Tell you what Hadoop is.

Source: Internet
Author: User
Keywords What name diagram tell you DFS

What is Hadoop? Hadoop is a software platform for analyzing and processing large data, and it is a box of open source software implemented in Java language, which implements the http://www.aliyun.com/zixun/of massive data in a large number of computer clusters Appach Aggregation/13452.html "> Distributed computing.

The most central design of Hadoop's framework is that HDFS and MAPREDUCE.HDFS provide storage for massive amounts of data, and MapReduce provide computing for massive amounts of data.

The process of large data in Hadoop can be understood in the light of the following simple diagram: The data is the result of the cluster processing of Hadoop.

Hdfs:hadoop the Distributed File system Distributed file System,hadoop.

Large files are divided into the default 64M blocks of block distribution stored in the cluster machine. The file data1 in the following figure is divided into 3 blocks, and the 3 pieces are distributed in redundant mirrors in different machines.

Mapreduce:hadoop for each input split create a task call map calculation, in which the record is processed sequentially in this split, and the map outputs the result in key--value form. Hadoop is responsible for the output of the map as the input of reduce after the key value, and the output of the reduce task is the output of the entire job, stored on the HDFs.

The cluster of Hadoop is composed mainly of Namenode,datanode,secondary namenode,jobtracker,tasktracker. The following illustration shows:

Namenode records how files are split into blocks and that these blocks are stored in those datenode nodes. Namenode also holds the status information for the file system running. Datanode stores the split blocks.secondary Namenode help Namenode collect state information about the file system running. Jobtracker responsible for job execution when a task is submitted to the Hadoop cluster Responsible for scheduling multiple tasktracker.tasktracker to be responsible for a map or reduce task.

Original link: http://blog.csdn.net/kkdelta/article/details/7696025

Related Article

Contact Us

The content source of this page is from Internet, which doesn't represent Alibaba Cloud's opinion; products and services mentioned on that page don't have any relationship with Alibaba Cloud. If the content of the page makes you feel confusing, please write us an email, we will handle the problem within 5 days after receiving your email.
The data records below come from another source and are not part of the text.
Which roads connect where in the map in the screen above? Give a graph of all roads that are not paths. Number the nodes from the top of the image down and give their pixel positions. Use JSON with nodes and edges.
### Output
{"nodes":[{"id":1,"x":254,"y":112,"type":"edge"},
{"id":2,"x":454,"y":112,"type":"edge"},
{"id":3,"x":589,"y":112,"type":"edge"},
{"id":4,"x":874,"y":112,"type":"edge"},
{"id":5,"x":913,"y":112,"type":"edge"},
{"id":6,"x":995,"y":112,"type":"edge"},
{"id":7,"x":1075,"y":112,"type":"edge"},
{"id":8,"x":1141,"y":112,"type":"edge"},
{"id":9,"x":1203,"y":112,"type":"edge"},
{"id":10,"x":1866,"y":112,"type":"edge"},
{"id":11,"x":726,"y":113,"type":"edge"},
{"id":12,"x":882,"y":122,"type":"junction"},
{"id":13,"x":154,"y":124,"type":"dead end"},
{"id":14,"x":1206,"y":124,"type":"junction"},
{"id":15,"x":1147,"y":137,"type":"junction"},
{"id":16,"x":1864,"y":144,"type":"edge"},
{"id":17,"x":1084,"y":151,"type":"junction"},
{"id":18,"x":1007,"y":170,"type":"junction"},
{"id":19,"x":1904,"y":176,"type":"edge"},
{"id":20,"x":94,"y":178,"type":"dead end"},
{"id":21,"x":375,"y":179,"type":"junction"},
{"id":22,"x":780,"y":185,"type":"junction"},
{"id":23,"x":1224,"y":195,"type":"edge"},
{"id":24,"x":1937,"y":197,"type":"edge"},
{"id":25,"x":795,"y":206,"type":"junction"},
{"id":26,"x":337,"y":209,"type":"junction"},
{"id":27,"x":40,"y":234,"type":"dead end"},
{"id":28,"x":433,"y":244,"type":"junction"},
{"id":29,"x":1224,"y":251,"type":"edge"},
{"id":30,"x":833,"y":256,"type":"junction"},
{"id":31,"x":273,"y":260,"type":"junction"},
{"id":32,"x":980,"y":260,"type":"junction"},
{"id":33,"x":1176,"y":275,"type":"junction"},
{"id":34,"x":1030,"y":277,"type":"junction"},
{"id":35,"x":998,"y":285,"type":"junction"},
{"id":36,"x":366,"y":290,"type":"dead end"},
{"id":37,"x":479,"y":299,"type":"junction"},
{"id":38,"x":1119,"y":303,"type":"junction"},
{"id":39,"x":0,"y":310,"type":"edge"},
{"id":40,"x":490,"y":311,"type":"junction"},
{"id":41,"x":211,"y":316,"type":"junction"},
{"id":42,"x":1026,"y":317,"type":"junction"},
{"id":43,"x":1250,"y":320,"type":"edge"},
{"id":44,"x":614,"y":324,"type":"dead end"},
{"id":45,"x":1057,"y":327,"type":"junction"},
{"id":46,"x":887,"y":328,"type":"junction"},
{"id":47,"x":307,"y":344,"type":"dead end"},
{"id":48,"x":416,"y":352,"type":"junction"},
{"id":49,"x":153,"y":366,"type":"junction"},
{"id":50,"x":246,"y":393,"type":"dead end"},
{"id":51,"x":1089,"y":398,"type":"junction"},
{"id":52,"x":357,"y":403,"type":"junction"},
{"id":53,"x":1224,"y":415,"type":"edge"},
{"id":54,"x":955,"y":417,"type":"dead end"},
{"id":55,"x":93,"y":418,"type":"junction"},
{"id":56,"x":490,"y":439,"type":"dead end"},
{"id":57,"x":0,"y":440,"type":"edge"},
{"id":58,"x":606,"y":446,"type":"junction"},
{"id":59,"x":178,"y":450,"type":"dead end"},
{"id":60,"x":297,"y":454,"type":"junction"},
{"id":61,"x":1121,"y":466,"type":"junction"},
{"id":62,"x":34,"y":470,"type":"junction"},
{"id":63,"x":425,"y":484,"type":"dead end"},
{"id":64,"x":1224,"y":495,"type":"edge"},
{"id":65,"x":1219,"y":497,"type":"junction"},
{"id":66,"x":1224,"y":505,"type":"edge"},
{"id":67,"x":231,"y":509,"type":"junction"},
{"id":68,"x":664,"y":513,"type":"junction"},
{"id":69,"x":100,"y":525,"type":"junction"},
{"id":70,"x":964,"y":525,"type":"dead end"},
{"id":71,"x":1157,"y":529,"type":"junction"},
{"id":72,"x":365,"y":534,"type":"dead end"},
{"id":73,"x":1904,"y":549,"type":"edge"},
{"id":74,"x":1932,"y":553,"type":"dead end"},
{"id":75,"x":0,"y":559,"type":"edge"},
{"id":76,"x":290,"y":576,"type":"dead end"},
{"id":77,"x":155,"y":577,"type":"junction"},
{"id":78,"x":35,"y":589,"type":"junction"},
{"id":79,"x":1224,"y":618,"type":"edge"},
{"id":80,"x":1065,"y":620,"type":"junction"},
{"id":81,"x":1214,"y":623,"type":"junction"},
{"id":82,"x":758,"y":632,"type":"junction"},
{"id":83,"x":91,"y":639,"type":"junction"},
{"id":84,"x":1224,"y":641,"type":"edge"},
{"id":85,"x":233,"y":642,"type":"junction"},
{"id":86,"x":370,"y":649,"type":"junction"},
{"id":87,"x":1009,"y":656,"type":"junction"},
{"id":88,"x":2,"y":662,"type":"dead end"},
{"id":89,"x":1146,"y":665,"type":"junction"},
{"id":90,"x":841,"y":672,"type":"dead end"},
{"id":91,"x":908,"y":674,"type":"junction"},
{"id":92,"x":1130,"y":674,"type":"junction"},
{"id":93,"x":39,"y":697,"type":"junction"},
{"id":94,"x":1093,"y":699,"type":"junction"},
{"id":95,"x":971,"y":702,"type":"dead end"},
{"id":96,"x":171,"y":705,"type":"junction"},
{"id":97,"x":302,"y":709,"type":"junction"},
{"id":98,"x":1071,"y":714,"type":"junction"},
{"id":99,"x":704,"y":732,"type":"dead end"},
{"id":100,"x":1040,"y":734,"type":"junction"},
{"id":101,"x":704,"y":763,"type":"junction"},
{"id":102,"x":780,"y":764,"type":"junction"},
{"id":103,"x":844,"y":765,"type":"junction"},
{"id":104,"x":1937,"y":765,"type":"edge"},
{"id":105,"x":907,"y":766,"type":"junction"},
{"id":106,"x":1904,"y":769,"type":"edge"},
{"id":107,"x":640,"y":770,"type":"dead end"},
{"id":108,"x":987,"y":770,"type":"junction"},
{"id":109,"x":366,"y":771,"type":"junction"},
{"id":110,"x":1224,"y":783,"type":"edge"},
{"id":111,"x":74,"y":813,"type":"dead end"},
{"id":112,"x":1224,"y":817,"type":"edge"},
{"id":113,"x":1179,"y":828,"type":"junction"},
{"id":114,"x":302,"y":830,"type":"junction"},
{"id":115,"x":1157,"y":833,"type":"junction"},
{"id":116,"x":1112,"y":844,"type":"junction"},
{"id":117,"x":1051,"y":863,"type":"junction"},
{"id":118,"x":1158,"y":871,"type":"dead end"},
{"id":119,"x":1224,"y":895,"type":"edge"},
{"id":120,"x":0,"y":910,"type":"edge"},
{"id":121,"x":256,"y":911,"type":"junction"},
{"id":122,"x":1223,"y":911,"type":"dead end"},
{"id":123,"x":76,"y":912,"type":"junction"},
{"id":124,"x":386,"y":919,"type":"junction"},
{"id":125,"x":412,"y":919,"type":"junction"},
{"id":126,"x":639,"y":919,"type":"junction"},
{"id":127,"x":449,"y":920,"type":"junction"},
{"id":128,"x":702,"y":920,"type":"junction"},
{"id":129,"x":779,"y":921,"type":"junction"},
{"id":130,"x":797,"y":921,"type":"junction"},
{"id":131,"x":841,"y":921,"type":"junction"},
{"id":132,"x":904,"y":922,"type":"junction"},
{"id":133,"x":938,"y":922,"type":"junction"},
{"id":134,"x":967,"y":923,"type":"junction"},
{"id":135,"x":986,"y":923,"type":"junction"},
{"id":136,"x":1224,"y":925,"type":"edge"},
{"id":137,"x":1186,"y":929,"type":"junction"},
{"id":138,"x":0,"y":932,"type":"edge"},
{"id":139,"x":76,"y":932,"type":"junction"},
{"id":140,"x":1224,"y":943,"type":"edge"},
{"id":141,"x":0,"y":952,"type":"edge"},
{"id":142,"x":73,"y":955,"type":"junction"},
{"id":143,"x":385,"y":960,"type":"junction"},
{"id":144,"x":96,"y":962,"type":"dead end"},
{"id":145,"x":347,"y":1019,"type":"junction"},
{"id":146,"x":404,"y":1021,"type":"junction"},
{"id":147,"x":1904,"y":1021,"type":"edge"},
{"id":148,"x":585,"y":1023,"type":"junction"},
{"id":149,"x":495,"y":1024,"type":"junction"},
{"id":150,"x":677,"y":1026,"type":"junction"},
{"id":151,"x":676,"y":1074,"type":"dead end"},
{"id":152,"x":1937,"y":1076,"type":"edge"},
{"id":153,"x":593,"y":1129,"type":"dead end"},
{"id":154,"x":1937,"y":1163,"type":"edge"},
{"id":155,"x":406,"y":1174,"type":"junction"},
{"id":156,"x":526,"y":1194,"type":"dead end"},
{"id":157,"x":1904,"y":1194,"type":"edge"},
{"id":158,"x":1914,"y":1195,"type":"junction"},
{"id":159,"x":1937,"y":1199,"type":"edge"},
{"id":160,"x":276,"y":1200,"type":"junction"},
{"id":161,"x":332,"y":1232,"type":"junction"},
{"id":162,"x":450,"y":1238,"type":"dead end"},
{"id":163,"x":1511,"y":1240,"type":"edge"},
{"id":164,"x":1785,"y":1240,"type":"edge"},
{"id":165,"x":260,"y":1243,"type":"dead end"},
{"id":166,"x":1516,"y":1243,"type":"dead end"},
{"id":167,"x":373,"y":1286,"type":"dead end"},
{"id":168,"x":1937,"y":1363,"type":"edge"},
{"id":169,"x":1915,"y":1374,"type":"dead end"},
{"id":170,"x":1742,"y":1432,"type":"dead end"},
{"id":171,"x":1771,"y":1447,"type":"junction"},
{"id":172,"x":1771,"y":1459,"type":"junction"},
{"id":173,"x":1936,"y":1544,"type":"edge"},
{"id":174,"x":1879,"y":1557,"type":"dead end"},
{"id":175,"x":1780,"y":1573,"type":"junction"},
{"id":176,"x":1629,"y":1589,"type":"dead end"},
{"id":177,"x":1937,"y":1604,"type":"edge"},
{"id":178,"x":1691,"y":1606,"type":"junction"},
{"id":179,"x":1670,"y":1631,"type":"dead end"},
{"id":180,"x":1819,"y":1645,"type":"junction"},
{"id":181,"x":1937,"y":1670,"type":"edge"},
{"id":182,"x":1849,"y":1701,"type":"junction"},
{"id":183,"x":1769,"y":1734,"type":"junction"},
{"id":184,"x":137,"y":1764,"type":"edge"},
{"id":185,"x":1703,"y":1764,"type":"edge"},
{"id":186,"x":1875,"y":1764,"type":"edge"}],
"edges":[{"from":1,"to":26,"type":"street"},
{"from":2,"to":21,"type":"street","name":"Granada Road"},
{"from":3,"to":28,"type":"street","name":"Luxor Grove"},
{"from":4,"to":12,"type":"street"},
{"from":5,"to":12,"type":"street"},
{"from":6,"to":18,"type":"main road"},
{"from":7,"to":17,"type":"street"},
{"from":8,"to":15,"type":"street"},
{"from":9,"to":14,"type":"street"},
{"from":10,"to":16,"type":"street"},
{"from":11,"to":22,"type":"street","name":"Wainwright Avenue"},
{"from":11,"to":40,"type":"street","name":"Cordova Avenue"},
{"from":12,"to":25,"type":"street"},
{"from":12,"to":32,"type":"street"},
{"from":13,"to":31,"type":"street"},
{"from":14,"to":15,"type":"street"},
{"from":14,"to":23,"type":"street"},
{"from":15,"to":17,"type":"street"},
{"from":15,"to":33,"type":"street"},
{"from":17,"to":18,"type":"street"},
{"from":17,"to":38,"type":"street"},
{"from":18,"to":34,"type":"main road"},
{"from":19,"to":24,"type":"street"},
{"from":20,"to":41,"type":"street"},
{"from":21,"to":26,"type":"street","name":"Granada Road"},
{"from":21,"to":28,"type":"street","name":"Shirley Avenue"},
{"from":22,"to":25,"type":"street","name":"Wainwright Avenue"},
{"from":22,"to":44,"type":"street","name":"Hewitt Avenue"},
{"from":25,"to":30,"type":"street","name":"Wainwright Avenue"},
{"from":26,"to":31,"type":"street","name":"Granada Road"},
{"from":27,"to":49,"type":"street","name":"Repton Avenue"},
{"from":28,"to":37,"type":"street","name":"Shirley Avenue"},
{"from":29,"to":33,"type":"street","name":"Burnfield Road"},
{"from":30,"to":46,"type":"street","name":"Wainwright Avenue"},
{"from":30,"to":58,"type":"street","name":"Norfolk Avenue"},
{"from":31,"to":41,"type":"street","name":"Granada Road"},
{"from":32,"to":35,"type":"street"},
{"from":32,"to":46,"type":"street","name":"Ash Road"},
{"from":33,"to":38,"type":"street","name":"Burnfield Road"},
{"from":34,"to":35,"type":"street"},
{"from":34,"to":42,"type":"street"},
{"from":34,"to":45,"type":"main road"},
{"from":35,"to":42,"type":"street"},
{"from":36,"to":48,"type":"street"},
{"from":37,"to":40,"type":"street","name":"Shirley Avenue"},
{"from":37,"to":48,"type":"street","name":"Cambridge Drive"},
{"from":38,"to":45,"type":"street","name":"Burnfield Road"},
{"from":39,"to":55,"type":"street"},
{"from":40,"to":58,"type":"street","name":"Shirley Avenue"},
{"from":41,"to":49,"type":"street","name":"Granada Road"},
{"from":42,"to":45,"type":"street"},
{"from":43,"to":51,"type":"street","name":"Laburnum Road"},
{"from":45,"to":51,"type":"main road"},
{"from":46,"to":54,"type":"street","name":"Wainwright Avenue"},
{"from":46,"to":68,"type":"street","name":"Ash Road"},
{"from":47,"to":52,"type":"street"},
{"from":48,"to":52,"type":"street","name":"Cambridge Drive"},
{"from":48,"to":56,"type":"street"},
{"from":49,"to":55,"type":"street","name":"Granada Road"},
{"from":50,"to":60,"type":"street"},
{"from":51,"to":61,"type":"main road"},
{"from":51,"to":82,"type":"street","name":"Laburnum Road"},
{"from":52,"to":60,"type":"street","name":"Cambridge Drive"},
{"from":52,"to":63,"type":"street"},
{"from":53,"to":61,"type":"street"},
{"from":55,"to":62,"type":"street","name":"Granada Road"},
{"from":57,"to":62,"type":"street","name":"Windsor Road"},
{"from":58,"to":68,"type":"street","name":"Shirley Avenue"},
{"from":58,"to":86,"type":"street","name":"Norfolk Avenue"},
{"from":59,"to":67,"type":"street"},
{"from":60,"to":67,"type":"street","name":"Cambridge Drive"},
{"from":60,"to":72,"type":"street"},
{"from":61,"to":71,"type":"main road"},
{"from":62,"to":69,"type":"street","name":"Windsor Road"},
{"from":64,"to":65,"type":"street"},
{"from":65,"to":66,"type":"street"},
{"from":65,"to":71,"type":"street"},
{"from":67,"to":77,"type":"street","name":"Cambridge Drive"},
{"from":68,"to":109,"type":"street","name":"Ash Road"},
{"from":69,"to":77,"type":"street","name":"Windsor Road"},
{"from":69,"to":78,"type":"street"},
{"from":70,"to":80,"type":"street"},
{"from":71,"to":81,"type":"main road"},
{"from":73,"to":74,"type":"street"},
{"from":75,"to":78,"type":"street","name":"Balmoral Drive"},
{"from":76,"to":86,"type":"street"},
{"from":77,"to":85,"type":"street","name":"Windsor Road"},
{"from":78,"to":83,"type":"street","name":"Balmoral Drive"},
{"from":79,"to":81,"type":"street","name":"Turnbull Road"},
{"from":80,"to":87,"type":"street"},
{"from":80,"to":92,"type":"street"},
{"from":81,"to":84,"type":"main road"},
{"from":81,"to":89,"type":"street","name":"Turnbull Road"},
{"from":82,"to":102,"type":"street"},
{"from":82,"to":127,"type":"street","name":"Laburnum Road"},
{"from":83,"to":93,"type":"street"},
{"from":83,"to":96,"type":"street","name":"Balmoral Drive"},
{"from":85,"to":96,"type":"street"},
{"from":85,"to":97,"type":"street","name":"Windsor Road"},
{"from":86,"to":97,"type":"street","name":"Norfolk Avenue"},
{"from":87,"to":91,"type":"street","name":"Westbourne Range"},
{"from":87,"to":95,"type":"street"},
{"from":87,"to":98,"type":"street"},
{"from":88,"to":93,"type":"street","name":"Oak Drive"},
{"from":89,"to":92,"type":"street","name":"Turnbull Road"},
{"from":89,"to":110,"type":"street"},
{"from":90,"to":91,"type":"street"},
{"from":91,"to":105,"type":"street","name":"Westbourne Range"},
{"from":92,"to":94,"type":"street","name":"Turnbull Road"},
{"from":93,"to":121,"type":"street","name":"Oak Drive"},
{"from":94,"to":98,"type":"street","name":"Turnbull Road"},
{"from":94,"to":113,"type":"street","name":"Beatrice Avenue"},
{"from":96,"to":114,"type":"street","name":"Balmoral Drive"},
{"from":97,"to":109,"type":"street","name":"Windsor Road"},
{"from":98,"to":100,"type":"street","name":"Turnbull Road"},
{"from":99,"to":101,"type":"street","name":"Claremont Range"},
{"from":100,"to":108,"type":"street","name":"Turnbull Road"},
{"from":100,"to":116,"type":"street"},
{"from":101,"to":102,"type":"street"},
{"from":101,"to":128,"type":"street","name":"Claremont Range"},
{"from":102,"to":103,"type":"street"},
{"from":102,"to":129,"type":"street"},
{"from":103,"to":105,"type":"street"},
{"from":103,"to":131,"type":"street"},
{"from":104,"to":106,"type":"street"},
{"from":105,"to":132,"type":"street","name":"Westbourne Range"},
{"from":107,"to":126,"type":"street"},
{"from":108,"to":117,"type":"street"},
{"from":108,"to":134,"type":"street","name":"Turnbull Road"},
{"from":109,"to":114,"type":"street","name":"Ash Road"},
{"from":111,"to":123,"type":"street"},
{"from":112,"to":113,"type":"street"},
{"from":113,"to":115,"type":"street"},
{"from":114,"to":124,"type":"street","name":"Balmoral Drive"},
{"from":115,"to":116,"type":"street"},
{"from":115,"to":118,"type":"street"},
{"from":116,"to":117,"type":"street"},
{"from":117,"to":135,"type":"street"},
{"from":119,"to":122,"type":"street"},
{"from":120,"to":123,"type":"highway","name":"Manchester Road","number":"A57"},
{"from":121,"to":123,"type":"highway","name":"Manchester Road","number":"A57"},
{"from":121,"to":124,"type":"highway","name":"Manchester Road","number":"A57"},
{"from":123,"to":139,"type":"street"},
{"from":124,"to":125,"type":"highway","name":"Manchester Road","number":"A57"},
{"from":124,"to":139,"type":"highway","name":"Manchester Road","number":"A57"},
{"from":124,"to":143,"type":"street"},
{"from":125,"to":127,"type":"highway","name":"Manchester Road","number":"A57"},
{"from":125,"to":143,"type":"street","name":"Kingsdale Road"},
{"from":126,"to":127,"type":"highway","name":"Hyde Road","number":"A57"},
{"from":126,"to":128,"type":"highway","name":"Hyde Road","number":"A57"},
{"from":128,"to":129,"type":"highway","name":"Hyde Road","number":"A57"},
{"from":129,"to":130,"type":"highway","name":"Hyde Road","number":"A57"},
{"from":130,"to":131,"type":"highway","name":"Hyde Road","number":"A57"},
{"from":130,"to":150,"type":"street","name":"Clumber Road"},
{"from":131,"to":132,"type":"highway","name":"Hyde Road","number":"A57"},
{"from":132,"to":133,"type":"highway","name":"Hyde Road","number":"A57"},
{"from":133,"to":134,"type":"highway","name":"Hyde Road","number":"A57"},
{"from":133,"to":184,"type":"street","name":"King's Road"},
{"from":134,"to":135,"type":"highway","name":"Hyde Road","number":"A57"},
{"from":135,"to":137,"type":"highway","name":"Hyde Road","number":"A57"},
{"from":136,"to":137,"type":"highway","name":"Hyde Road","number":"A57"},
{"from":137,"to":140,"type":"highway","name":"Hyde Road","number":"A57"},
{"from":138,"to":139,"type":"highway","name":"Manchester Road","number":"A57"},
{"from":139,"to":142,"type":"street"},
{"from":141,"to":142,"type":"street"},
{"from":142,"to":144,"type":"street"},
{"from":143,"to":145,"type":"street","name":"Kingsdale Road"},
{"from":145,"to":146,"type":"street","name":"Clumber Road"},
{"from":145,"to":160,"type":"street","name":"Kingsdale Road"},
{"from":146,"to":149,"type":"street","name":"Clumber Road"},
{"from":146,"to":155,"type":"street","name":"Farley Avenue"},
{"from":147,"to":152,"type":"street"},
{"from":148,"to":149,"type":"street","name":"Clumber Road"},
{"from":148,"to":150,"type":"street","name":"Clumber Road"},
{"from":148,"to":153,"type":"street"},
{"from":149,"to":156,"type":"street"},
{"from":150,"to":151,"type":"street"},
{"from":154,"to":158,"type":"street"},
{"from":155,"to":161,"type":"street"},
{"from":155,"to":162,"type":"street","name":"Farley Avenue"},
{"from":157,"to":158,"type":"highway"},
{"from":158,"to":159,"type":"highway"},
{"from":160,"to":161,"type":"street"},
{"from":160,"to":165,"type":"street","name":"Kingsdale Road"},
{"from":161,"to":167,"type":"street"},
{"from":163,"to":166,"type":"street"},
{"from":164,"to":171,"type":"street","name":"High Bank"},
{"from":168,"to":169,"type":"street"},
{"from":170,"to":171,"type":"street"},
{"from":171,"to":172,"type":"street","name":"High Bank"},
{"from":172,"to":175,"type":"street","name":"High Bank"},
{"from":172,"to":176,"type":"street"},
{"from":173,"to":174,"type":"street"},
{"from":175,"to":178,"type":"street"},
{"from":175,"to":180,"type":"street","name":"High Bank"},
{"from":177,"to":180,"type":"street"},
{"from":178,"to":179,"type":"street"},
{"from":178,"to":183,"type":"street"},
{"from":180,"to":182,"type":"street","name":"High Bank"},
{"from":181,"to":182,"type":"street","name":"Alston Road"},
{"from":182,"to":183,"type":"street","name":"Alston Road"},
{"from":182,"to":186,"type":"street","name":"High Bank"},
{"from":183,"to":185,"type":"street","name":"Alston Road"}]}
If you find any instances of plagiarism from the community, please send an email to: info-contact@alibabacloud.com and provide relevant evidence. A staff member will contact you within 5 working days.

A Free Trial That Lets You Build Big!

Start building with 50+ products and up to 12 months usage for Elastic Compute Service

  • Sales Support

    1 on 1 presale consultation

  • After-Sales Support

    24/7 Technical Support 6 Free Tickets per Quarter Faster Response

  • Alibaba Cloud offers highly flexible support services tailored to meet your exact needs.